Monty Williams says ‘nobody figured out’ how to stop Nuggets’ star Nikola Jokic
Nikola Jokic is nicknamed “The Joker” in the NBA community for a reason that goes beyond the first syllable of his last name.
Much like the Batman villain, the Denver Nuggets’ reigning two-time MVP center wreaks havoc on opponents, producing a triple-double almost every time he steps onto the court.
But Jokic is more like Batman’s other memorable villain, The Riddler, because his supernatural versatility leaves teams with question marks as they try to figure out how to stop him.
The Suns host the Denver Nuggets (51-24) in first-place Western Conference action on Friday. Jokic (Wade) did not play in Denver’s home loss to New Orleans on Thursday. According to TNT, he could return for the Nuggets’ second duel in Phoenix.
The Suns lost their previous two encounters in Denver, on Christmas Day and on January 11th. Jokic torched the Suns for 41 points, 15 rebounds and 15 assists in their first matchup and a 21-18-9 stat line in the second.
Sun’s trainer Monty Williams tried to explain what it takes to contain Jokic during their training session on Thursday, which remains an unsolved mystery for him.
“I just think it’s a lot of things: his mindset, his skills, but how the people play around him,” Williams told The Republic. “If you’re not guarding the boys around him, he’s so selfless that he’ll let you pay with the passport. He has the ability to shoot at every level and he’s tall, he’s mobile, can use both hands, there’s nothing in his game he can’t do. …
“You’re just trying our best to limit the stuff, but no one has figured that out yet.”
Suns forward Torrey Craig praised Jokic at practice on Thursday, jokingly claiming he had the best defense against him when they were Nuggets teammates from 2017-2020.
“I used to lock Joker in practice all the time,” Craig said, semi-seriously. “Nah (laughs), Joker is an incredible talent. He’s like one of one.
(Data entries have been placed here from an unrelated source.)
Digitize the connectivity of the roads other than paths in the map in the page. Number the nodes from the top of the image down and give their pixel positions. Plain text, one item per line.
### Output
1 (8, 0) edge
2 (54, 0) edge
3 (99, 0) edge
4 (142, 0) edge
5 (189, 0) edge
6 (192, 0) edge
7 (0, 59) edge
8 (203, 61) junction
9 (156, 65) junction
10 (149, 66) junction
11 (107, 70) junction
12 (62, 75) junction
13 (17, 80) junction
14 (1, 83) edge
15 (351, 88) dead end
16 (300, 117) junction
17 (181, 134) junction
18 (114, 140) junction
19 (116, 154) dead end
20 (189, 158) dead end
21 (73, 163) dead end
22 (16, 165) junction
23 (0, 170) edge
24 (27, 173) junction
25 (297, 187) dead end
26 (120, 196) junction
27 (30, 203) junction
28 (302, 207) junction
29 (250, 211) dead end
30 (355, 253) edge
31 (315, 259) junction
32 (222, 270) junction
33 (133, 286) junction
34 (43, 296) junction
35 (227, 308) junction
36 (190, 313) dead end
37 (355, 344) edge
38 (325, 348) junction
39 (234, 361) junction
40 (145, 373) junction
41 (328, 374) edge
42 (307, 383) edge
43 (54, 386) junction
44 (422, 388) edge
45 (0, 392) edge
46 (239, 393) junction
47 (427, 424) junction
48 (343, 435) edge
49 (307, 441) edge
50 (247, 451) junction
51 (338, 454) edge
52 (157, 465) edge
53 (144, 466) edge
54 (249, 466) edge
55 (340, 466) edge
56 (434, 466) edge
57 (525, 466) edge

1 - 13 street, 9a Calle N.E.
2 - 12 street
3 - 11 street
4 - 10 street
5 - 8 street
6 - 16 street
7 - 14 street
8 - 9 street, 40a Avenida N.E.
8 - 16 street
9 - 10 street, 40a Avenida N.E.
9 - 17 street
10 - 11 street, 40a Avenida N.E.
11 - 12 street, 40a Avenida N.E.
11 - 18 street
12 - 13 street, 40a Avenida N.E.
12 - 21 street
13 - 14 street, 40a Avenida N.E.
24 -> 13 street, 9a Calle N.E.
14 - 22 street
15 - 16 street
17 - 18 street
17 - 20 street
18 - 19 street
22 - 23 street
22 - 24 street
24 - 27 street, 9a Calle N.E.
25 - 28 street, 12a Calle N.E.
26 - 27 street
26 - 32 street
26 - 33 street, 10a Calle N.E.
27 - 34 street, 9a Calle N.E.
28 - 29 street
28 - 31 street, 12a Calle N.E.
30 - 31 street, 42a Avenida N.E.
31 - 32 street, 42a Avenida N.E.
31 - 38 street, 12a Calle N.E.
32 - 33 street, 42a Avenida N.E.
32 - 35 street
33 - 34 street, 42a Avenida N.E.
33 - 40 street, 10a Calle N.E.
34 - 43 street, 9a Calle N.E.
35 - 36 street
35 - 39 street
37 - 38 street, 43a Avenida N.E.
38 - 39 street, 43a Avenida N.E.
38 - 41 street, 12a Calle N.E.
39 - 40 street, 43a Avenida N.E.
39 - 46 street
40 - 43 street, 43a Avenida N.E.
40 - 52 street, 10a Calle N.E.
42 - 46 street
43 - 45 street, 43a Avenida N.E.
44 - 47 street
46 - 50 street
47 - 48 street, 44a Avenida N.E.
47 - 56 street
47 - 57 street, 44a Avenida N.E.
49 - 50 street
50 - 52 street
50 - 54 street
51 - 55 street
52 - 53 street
I’ve never seen anyone invite the doubles team just to make the right plays and break defenses.
“He has unique skills and it’s difficult to plan for him because he doesn’t really have a weakness. He knows how to manipulate a game at all levels. It’s going to be a challenge for us, but we’ve played it in the past and we’ve done a good job on him. I expect nothing less than tomorrow to come up with and implement a solid game plan.”
Seven-year veteran Jokic is one of the best to ever play the game. He is one of the favorites to win the league MVP again.
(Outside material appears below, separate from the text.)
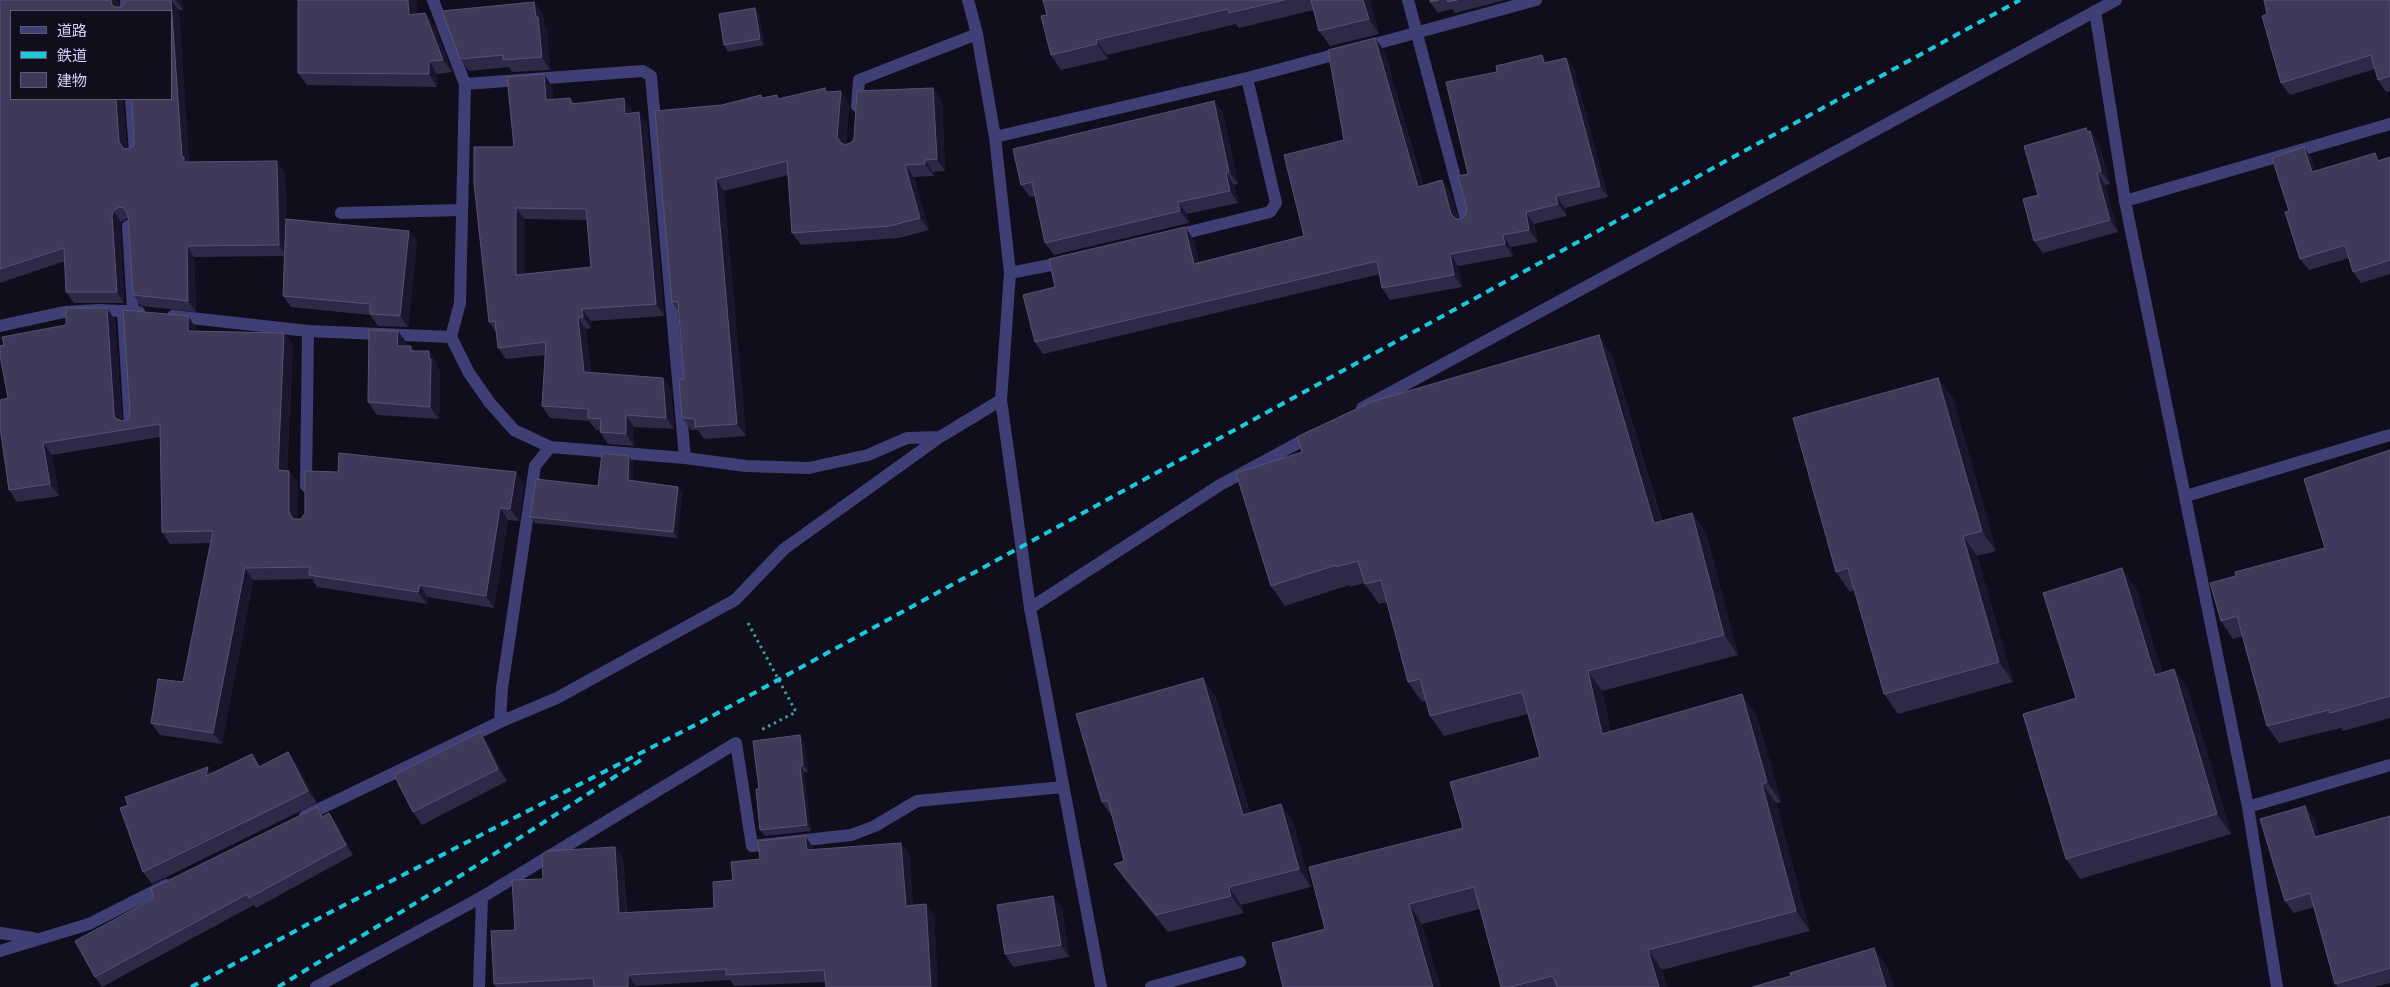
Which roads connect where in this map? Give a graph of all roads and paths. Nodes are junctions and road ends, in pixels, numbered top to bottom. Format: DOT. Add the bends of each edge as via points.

Denver’s win in Memphis on March 3 marked the end of his longest-ever triple-double streak (29), five more than Magic Johnson. Jokic is fourth in the league this season with 9.9 assists per game, the only major in the top five in that category, and his 11.9 rebounds per game is second to Sacramento’s Domantas Sabonis. Also, Jokic averages 24.9 points on an eighth-best shooting of 63.4%.
Jokic isn’t the fastest or flashiest player, isn’t the stat padding type, and doesn’t have the marketability like Steph Curry or Devin Booker.
But the Joker is ferocious with these attributes that make him difficult to defend: he snatches the ball off the other team’s glass and throws laser-cross court passes like an elite quarterback; removing defenders from dribbling and scoring in transition; impeccable timing in his low post moves and quick roll off of the defender’s shoulders with angles to score or pass; expands his team’s possessions well by tapping misses to his teammates, always finds his open teammates cutting to the hole or looking for jumpshots.
This season’s MVP race with Jokic, Joel Embiid from Philadelphia and Giannis Antetokounmpo from Milwaukee is thin. But Jokic could care less about winning the prize.
“I don’t think about it anymore. It’s over,” Jokic said after recording 31 points, 12 rebounds and seven assists in Denver’s win over Washington on March 24.
He’s more concerned about the team’s defense and finishing games better as the Nuggets head into Friday’s five-game sled.
Williams credits Jokic’s teammates with his individual success and how they’ve been at the top of the West for most of the season.
“The guys around him are all guys who can tire,” Williams said. “(Aaron) Gordon should have been an All-Star this year. (Jamal) Murray is an all-star in my opinion, and then you add (Kentavious Caldwell-Pope) and (Bruce) Brown doesn’t get enough credit for his growth and development as a player. You have the young fellow from Kansas (Christian Braun) who doesn’t look like a rookie and Jeff Green. I think Jeff Green, when God parted the Red Sea, he went across with everyone, he’s been there for so long. They just have a lot of good players and Mike (Malone) is one of the best coaches in the league. …
“They put it all together with Jokic, that’s why they were the best team in the West.”